24 - Ba(L)ikan

33 1 0
                                    

Happy Reading 💕


Tinggal menghitung hari dimana siswa kelas 12 akan mengakhiri masa putih-abunya. Hal ini dirasakan oleh Fero dan teman-temannya. Dan tinggal menghitung minggu untuk naik ke kelas 12.

Banyak yang memberi cokelat dan surat berisikan ucapan atau kata-kata manis nan romantis untuk senior yang akan melepas seragamnya. Termasuk Karent.

"Lo bilang lo udah move on, tapi tetap mau ngasih surat sama cokelat." ucap Dinda.

"Yaelah, ini tuh buat ka Dicky."

"Lo pindah hati?"

"Ini tuh bentuk terimakasih gue buat dia, karena udah bantuin gue pas kepeleset di tangga deket mading."

"Memalukan!"

"Lo gak mau ngasih coklat?"

"Buat siapa?" tanya Dinda bingung.

"Kak Fero lah!"

Dinda melotot kesal mendengar Karent asal ceplos. Tapi saat akan membalas ucapan Karent, netranya menangkap Jiman dengan Okta yang mencoba menggandeng tangan Jiman.

"Kamu terlalu jahat perlakukan diriku seperti ini... Gak usah panas, kan udah mantan." Dinda sangat ingin menyumpal mulut Karent dengan penyedot WC.

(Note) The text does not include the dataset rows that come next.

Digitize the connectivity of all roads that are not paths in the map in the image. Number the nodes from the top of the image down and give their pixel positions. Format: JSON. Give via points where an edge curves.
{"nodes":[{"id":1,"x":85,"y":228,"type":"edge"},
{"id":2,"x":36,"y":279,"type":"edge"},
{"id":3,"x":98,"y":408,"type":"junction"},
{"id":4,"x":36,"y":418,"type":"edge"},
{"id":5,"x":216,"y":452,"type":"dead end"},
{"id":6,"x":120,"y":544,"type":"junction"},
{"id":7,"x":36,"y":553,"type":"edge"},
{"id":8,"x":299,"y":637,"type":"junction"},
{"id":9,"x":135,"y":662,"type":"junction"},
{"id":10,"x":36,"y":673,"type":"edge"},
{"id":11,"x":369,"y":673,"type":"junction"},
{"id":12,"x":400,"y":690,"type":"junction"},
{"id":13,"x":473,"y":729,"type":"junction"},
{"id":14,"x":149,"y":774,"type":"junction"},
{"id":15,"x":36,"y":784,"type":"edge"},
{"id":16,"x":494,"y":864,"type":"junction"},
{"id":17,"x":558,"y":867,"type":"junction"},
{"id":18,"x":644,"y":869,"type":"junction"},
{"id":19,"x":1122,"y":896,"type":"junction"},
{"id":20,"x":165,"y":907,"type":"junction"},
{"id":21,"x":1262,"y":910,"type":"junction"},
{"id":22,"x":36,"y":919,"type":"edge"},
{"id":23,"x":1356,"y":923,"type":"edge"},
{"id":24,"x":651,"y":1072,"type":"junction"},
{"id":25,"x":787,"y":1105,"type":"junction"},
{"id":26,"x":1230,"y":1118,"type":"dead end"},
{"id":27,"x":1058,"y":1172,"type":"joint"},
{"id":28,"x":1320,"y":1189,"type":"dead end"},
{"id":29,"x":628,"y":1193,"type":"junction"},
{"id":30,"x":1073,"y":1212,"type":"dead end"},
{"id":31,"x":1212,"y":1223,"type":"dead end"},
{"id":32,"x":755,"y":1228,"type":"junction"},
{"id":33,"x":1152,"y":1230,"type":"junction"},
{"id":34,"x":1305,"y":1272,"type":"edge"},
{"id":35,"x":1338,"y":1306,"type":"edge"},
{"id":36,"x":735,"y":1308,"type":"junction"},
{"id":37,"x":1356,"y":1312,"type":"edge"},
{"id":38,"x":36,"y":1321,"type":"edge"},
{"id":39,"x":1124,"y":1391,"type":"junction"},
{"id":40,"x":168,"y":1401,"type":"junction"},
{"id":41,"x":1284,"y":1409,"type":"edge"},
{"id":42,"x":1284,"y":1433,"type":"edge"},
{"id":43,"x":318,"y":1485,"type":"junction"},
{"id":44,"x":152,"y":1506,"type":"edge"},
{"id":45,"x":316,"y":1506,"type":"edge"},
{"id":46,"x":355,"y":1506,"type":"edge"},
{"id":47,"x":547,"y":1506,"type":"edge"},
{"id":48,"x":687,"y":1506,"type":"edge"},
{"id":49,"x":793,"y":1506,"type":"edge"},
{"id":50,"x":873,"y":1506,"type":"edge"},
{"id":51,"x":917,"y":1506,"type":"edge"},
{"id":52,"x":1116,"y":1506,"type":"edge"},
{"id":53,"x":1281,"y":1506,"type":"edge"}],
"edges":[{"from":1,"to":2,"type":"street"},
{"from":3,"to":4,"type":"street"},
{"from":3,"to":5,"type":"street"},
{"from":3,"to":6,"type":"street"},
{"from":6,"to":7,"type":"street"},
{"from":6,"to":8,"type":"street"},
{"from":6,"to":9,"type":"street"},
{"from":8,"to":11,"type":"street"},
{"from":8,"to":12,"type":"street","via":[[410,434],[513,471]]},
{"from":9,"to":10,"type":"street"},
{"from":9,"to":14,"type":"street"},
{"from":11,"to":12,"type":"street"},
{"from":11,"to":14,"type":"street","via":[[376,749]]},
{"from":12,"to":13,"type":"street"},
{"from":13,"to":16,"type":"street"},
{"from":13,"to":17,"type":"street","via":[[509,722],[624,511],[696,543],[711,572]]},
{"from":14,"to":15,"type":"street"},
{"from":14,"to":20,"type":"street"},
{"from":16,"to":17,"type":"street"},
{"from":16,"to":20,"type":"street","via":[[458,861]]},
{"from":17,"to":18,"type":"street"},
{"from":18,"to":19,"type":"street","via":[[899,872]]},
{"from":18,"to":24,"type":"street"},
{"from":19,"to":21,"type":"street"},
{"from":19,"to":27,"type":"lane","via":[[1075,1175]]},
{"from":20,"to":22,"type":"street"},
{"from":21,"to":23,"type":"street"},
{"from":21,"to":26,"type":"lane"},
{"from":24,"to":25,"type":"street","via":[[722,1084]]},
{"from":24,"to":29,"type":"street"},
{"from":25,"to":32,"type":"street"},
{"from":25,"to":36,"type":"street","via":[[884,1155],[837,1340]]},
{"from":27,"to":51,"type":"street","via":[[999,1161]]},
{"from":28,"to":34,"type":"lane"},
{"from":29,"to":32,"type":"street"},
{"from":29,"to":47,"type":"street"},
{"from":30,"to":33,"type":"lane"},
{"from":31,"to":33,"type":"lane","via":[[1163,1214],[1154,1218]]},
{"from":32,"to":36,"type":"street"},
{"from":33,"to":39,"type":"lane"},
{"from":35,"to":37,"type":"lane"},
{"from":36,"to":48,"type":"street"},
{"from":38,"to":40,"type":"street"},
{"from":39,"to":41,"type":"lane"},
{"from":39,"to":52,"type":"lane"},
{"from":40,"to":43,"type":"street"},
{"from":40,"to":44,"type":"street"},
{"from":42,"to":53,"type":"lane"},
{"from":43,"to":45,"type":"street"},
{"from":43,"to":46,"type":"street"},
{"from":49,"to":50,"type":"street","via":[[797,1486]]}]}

Bagaimana bisa dia tidak panas melihat mantan yang masih disayangi bersama cewek lain. Ingin sekali melabrak Okta, tapi apa daya Dinda hanya berstatus mantan.

Saking panasnya melihat tingkah laku Okta, sampai tak sadar jika Karent meninggalkannya sendiri dan Jiman sedang berjalan ke arahnya. Jiman melambaikan tangan di depan wajah Dinda. "Hei..."

Dinda tersentak kaget mendapatkan Jiman ada di depannya. "Ngapain?" tanya Dinda mencoba ketus.

"Harusnya gue yang nanya, ngapain?"

"Kepo!"

"Mendingan kepo, dari pada ngamatin dari jauh dan gak mau ngakuin kalau cemburu?" goda Jiman sambil menyeringai jahil. Hal itu mampu membuat semburat merah mewarnai pipi mulusnya. Dia mencoba mengedalikanya dengan menoleh untuk mencari Karent. 'di saat gue butuh itu orang malah ngilang. Sialan!'

***

"Foto lo cantik." puji Jiman sambil menatap lekat Dinda. Meskipun tidak memiliki hubungan apa-apa, Dinda tetap merasa malu jika Jiman menatapnya seintens itu.

Untuk menyembunyikan rasa malunya, Dinda menunduk.

"Gue gak akan berhenti untuk mendapatkan apa yang gue mau. Sampai kapan pun gue akan terus beruhasa demi mendapatkan itu."

Mendengar ucapan Jiman, Dinda memberanikan menatap Jiman. "Maksud lo?"

"Gue rasa, lo cukup pintar untuk mengerti apa maksud gue." tatap Jiman.

Dinda mengalihkan pandangannya. Mencoba untuk tidak masuk ke dalam keindahan yang ada di depannya.

"Maafin gue... Mungkin Karent udah cerita semuanya sama lo. Dan gue harap lo ngerti. Maafin gue ya?"

Dinda merasakan matanya mulai memanas. Dia mencoba untuk menahan agar air matanya tidak keluar.

"Lo boleh hukum gue, marahin gue, pukulin gue sekencang dan sepuas yang lo mau. Tapi dengan syarat lo mau maafin gue."

Dinda berusaha tegar dan mengusap air matanya. Berusaha menatap Jiman, "Aku yang harusnya minta maaf, aku egois, aku terlalu emosi waktu itu. Maafin aku..."

Jiman ingin sekali memeluk gadis cantik yang berada di depannya itu. Tapi dia belum berani melakukannya. Apalagi saat ini mereka sedang berada di taman sekolah.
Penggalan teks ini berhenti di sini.